The diagnostic sensitivity and accuracy of the CAD system were higher than those of junior physicians (83.4% vs. 72.2%, 73.0% vs. 69.6%), but the diagnostic specificity of the CAD system was lower than that of junior physicians (62.1% vs. 66.9%). The diagnostic accuracy of the CAD system was lower than that of senior physicians (73.0% vs. 83.8%). However, the combination diagnosis of the CAD system with junior physicians had higher accuracy (81.8%) and AUC (0.842) than those of either the CAD system or junior physicians alone, and comparable diagnostic performance with those of senior physicians. The Kappa was 0.635 in the combination diagnosis of the CAD system with junior physicians, showing good consistency with the pathological results. The accuracy (76.4%) of the CAD system was the highest for nodules of 1-2 cm.

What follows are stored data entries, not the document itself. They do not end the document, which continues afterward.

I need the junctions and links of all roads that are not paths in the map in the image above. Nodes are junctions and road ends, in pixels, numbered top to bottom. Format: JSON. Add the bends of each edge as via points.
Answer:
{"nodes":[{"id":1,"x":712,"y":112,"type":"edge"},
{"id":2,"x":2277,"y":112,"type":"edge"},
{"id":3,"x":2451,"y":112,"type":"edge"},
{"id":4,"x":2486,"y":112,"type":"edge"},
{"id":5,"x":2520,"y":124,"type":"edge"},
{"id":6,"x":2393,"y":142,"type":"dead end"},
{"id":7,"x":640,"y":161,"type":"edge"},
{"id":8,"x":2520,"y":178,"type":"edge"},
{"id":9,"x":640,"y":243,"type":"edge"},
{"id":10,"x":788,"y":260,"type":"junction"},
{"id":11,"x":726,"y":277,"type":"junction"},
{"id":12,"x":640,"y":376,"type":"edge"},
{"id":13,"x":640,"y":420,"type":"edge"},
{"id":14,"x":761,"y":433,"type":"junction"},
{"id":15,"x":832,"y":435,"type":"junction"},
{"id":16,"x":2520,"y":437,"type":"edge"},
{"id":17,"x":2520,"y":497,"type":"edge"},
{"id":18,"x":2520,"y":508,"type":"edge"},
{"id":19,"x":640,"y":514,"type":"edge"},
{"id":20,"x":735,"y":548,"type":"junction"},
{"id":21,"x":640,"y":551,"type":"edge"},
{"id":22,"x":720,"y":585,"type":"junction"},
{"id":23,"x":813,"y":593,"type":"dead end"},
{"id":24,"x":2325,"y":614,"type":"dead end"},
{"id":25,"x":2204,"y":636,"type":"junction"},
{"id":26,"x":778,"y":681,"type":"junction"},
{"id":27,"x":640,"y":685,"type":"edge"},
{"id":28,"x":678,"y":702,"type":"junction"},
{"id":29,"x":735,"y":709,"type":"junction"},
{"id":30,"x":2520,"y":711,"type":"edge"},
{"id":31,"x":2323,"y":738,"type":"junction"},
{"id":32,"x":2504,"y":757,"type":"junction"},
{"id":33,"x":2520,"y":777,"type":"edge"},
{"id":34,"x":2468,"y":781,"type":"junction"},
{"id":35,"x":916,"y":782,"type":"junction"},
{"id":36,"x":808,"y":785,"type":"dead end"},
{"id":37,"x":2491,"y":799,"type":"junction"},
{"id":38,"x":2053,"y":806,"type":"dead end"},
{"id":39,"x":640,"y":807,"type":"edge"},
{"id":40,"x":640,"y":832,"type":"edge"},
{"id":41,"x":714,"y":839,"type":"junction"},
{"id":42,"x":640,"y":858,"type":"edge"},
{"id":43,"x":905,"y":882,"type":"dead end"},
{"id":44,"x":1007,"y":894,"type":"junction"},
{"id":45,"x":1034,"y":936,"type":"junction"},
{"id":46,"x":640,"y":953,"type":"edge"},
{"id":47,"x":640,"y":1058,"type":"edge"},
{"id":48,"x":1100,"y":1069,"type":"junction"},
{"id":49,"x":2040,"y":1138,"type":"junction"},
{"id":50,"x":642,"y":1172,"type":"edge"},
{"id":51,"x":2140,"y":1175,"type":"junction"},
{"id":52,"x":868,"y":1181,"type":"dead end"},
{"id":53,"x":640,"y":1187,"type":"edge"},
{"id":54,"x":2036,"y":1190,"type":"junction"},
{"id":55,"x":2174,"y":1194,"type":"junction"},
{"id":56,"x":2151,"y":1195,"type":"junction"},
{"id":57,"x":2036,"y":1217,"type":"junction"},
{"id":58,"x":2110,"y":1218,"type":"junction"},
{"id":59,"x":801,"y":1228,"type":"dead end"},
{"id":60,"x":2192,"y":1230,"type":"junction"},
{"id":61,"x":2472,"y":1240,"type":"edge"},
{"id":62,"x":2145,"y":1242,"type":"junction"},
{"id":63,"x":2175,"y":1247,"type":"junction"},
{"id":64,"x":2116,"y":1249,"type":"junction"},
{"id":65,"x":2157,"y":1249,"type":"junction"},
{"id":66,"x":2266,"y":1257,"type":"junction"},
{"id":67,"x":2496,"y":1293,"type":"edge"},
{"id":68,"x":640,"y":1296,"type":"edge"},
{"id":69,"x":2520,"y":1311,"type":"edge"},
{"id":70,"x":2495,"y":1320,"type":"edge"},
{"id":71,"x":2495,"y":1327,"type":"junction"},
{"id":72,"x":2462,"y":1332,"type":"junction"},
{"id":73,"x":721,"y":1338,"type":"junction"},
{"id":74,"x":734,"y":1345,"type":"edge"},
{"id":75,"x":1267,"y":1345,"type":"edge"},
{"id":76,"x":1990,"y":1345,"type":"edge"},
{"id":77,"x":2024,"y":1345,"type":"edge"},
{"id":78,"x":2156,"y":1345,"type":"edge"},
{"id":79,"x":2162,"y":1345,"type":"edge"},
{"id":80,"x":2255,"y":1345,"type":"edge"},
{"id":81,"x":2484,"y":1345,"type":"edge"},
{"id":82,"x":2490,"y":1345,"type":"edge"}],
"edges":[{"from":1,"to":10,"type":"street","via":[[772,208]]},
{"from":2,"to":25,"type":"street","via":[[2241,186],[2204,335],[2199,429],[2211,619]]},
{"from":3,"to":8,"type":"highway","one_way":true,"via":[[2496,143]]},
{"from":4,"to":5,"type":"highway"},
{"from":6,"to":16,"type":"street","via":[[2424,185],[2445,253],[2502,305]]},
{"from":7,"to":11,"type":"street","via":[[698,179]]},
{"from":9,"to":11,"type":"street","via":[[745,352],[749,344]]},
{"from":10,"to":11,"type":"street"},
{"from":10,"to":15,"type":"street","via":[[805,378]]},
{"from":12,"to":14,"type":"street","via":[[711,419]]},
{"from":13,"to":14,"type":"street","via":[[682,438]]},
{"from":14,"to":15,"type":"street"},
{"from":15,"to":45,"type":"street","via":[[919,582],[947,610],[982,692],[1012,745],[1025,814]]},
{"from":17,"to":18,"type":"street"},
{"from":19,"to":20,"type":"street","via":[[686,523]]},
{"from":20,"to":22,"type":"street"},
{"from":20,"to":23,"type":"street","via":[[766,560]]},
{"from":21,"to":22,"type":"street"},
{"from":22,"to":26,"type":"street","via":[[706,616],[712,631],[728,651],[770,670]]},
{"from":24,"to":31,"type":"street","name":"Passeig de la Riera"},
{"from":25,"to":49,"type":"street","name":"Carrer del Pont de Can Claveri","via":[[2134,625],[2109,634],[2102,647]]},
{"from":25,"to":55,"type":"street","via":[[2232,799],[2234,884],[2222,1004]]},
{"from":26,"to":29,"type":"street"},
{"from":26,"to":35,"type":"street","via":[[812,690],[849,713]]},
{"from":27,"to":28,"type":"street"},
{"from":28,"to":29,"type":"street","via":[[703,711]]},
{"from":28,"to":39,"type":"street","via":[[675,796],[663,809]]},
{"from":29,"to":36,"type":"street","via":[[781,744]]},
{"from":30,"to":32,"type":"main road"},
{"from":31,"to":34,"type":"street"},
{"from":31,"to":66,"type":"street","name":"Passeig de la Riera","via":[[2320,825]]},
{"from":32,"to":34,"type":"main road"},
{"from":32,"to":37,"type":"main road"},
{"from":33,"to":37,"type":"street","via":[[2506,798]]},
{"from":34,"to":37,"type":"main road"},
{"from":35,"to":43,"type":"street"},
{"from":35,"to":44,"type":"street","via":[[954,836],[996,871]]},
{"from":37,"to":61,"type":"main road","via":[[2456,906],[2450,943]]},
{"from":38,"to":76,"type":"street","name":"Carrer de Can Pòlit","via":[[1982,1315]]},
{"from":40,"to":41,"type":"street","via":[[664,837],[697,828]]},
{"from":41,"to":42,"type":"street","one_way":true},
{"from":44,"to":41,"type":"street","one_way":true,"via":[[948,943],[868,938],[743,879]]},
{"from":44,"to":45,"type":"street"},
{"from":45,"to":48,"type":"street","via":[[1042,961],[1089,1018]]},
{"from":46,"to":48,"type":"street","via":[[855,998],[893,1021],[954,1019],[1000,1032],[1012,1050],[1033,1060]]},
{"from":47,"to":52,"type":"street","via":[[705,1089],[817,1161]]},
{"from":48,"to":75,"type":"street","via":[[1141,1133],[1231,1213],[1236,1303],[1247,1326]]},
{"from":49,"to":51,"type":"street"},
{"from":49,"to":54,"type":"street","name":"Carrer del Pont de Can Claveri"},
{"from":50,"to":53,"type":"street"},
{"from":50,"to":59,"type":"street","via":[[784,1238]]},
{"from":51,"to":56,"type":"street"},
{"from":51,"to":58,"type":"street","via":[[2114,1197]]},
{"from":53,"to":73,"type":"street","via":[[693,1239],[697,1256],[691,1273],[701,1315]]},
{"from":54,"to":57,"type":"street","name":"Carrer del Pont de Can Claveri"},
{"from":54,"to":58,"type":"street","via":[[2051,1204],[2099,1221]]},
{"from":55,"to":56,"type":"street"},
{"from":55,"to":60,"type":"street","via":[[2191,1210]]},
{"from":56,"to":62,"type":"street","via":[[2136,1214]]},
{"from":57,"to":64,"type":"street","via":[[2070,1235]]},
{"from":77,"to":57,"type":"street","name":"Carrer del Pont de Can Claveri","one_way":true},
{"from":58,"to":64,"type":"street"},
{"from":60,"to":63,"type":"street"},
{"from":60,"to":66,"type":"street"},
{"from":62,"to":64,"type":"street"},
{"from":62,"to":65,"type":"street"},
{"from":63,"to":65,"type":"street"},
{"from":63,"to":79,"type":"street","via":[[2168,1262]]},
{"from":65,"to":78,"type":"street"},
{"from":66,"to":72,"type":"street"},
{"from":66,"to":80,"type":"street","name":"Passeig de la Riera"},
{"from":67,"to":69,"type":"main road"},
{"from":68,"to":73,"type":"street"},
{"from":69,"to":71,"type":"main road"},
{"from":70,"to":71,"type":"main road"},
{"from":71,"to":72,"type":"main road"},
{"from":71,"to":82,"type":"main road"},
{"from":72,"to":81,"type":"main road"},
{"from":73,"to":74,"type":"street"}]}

The CAD system can effectively assist physicians to identify malignant and benign thyroid nodules, reduce the overdiagnosis and overtreatment of thyroid nodules, avoid unnecessary invasive fine needle aspiration, and improve the diagnostic accuracy of junior physicians.
评估计算机辅助超声诊断系统(CAD 系统)在鉴别甲状腺良恶性结节中的诊断效能。
将 296 个甲状腺结节的图像纳入验证集。比较 CAD 系统与初级医师和高级医师的诊断效能,以及 CAD 系统与初级医师联合诊断的诊断效能。比较 CAD 系统对不同大小甲状腺结节的诊断效能。
CAD 系统的诊断灵敏度和准确性均高于初级医师(83.4%比 72.2%,73.0%比 69.6%),但特异性低于初级医师(62.1%比 66.9%)。CAD 系统的诊断准确性低于高级医师(73.0%比 83.8%)。然而,CAD 系统与初级医师联合诊断的准确性(81.8%)和 AUC(0.842)均高于 CAD 系统或初级医师单独诊断,且与高级医师的诊断性能相当。CAD 系统与初级医师联合诊断的 Kappa 值为 0.635,与病理结果具有较好的一致性。CAD 系统对 1-2cm 大小的结节的准确性(76.4%)最高。
CAD 系统可有效协助医师鉴别甲状腺良恶性结节,减少甲状腺结节的过度诊断和过度治疗,避免不必要的有创性细针抽吸,提高初级医师的诊断准确性。